Fort Lauderdale Travel Guide
  • Photo: Jorg Hackemann / Shutterstock

Fort Lauderdale

Like most of southeast Florida, Fort Lauderdale has long been revitalizing. Despite wariness of pretentious overdevelopment, city leaders have allowed a striking number of glittering high-rises and new hotels. Nostalgic locals and frequent visitors fret over the diminishing vision of sailboats bobbing in waters near downtown; however, Fort Lauderdale remains the yachting capital of the world, and the water toys don’t seem to be going anywhere. Sharp demographic changes are also changing the face of Greater Fort Lauderdale with increasingly cosmopolitan communities, more minorities (including Hispanics and people of Caribbean descent), as well as gays and lesbians.

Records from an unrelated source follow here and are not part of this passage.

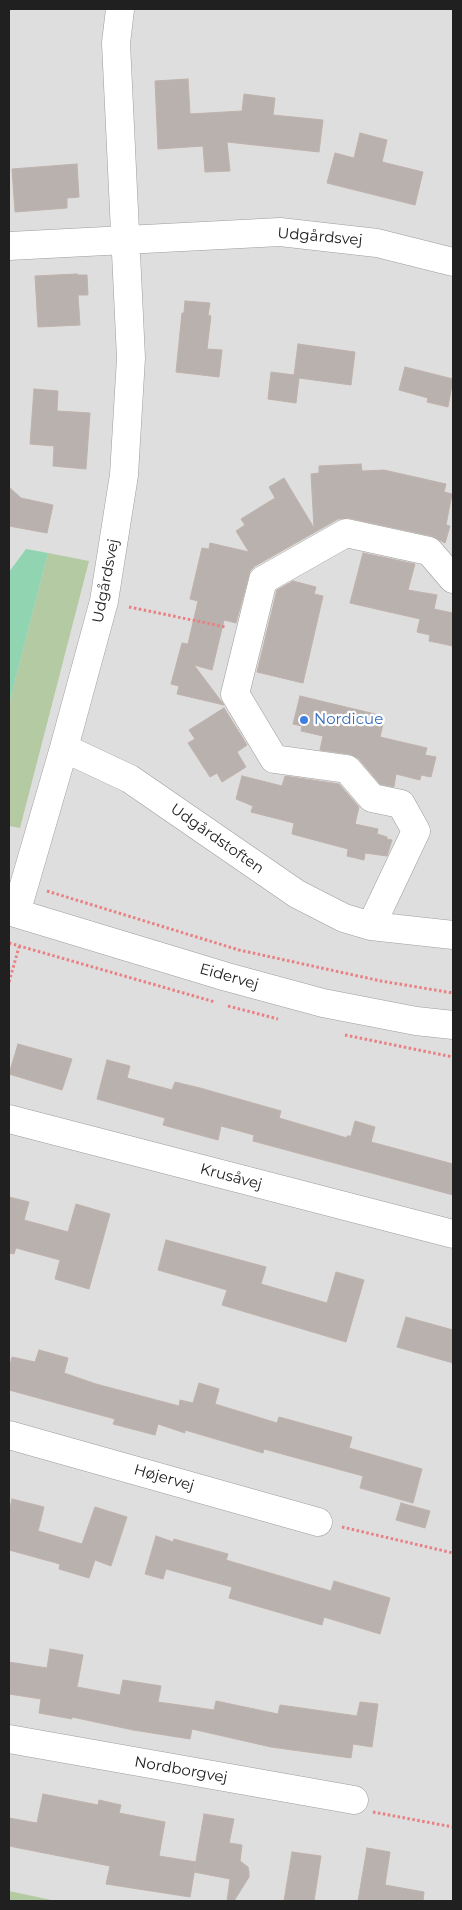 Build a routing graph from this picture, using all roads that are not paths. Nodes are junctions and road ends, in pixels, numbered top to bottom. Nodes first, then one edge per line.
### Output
1 (120, 9) edge
2 (125, 239) junction
3 (9, 246) edge
4 (453, 262) edge
5 (453, 579) edge
6 (64, 748) junction
7 (12, 912) edge
8 (371, 926) junction
9 (453, 935) edge
10 (453, 1025) edge
11 (9, 1119) edge
12 (453, 1234) edge
13 (9, 1435) edge
14 (318, 1522) road end
15 (9, 1739) edge
16 (354, 1800) road end

1 - 2 street, Udgårdsvej
2 - 3 street
2 - 4 street, Udgårdsvej
2 - 6 street, Udgårdsvej
5 - 8 street
6 - 7 street, Udgårdsvej
6 - 8 street, Udgårdstoften
7 - 10 street, Eidervej
8 - 9 street, Udgårdstoften
11 - 12 street, Krusåvej
13 - 14 street, Højervej
15 - 16 street, Nordborgvej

Young professionals and families are settling into Fort Lauderdale proper, whereas longtime residents are heading north for more space. Downtown Fort Lauderdale's burgeoning arts district, cafés, and nightlife venues continue to the main drag of Las Olas Boulevard, where boutiques and restaurants dot the pedestrian-friendly street. Farther east is the sparkling shoreline. There are myriad neighborhoods to the north and south of Las Olas Boulevard that all offer their own brand of charm.